Though none of the priory buildings have survived, a grade II listed building in the small settlement called Baysdale (or Basedale) Abbey, has been built on part of the site, and a Medieval bloomery operated by the priory was found on the banks of Baysdale Beck in the 1940s. It was at Baysdale Abbey in 1850 that the last recorded use of a Hand of Glory was documented in North Yorkshire. In the late 19th century the small settlement at Baysdale had a school with an average attendance of 31 children. By the middle of the 20th century, the only registered householders were Viscount Boyne, his baliff, gamekeeper, and shepherd.

The seal of Basedale Priory was a depiction of a seated Virgin (Mary), which was documented in 1323. The priory was a sister convent to Rosedale Priory, and in the 12th century, they employed a local man known as Ralph to act as a guide for the nuns when trekking across the moorland between the two. One story associated with this led to the erection of Ralph Cross, White Cross and Margery Stone when Ralph and two nuns were temporarily lost on Baysdale Moor in a fog. However, Historic England list Ralph Cross as being c. 11th century, which would date it to before the story took place. Any nuns who died during the time that the priory was in use, were buried at Christ Church in nearby Westerdale.

Neither Baysdale or the parish that it is in (Westerdale) are mentioned in the Domesday Book. Historically the valley was part of the wapentake of Langbaurgh. The valley now forms part of the Westerdale Civil Parish and is represented at Westminster as part of the Scarborough & Whitby Constituency. The Cleveland Way runs across Baysdale Moor, while the Esk Valley Walk goes through the dale's lower reaches, and on the northern flank of the dale is the source of the River Leven. Most water in the valley finds its way into Baysdale Beck, which has it source where Grain Beck and Black Beck meet, and then flows northwards into the River Esk. The Baysdale Abbey Bridge carries the road over Black Beck on a single 9 ft arch, and it is assumed a bridge was on the site when the abbey was running although the parapets date to the 17th century. It is now grade II* listed.

== Geography ==

A side valley of Baysdale, Great Hograh Gill is lined with oak and birch trees and is at an altitude of 220-230 m. The head of the valley of Baysdale is at its watershed and is known as Burton Howe, being some 1,419 ft above sea level. Several small coal mines were dug on the south-eastern side of the valley near Baysdale Moor between the 18th and early 19th centuries. The coal beds are typically 40 cm thick and are part of the Cloughton Formation. Due to its relative isolation in comparison with other valleys which have a road running into and out of them, Baysdale is known to be secluded as it has one dead-end "obscure road".

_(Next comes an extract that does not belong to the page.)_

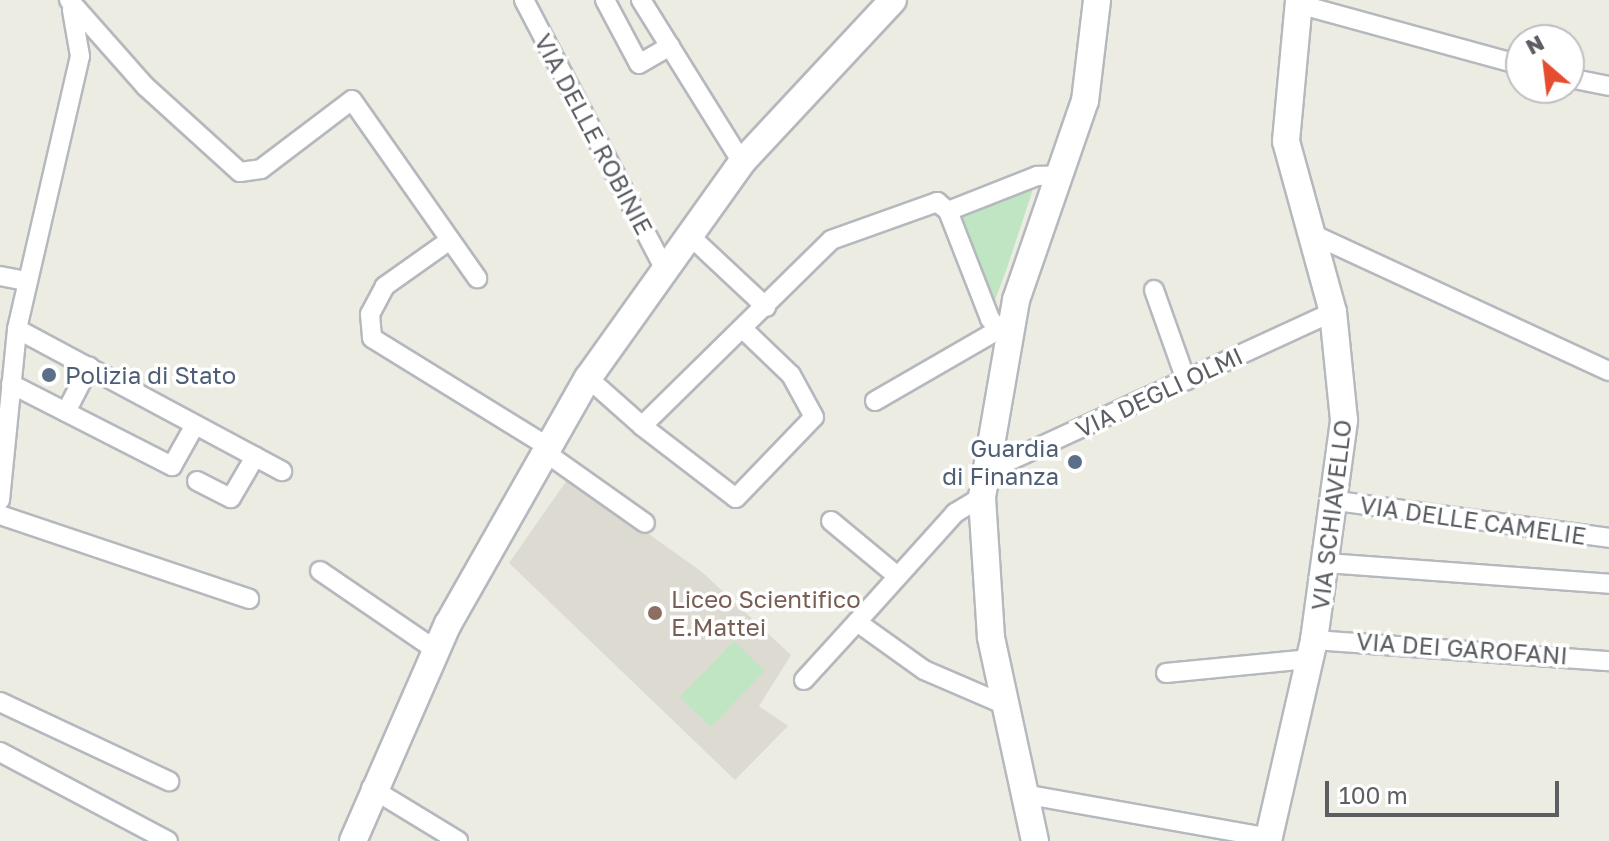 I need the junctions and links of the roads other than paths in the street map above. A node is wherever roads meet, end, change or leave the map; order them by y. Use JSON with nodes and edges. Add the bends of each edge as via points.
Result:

The dale, which is 12 mi west of Whitby, is contained within the parishes of Westerdale, Ingleby Greenhow, and Kildale, and the area is represented at Parliament as part of the Richmond and Northallerton, and the Scarborough and Whitby Constituencies. Baysdale Beck has acted historically as a boundary between civil parishes, and still forms the border separated the civil parishes of Kildale and Westerdale.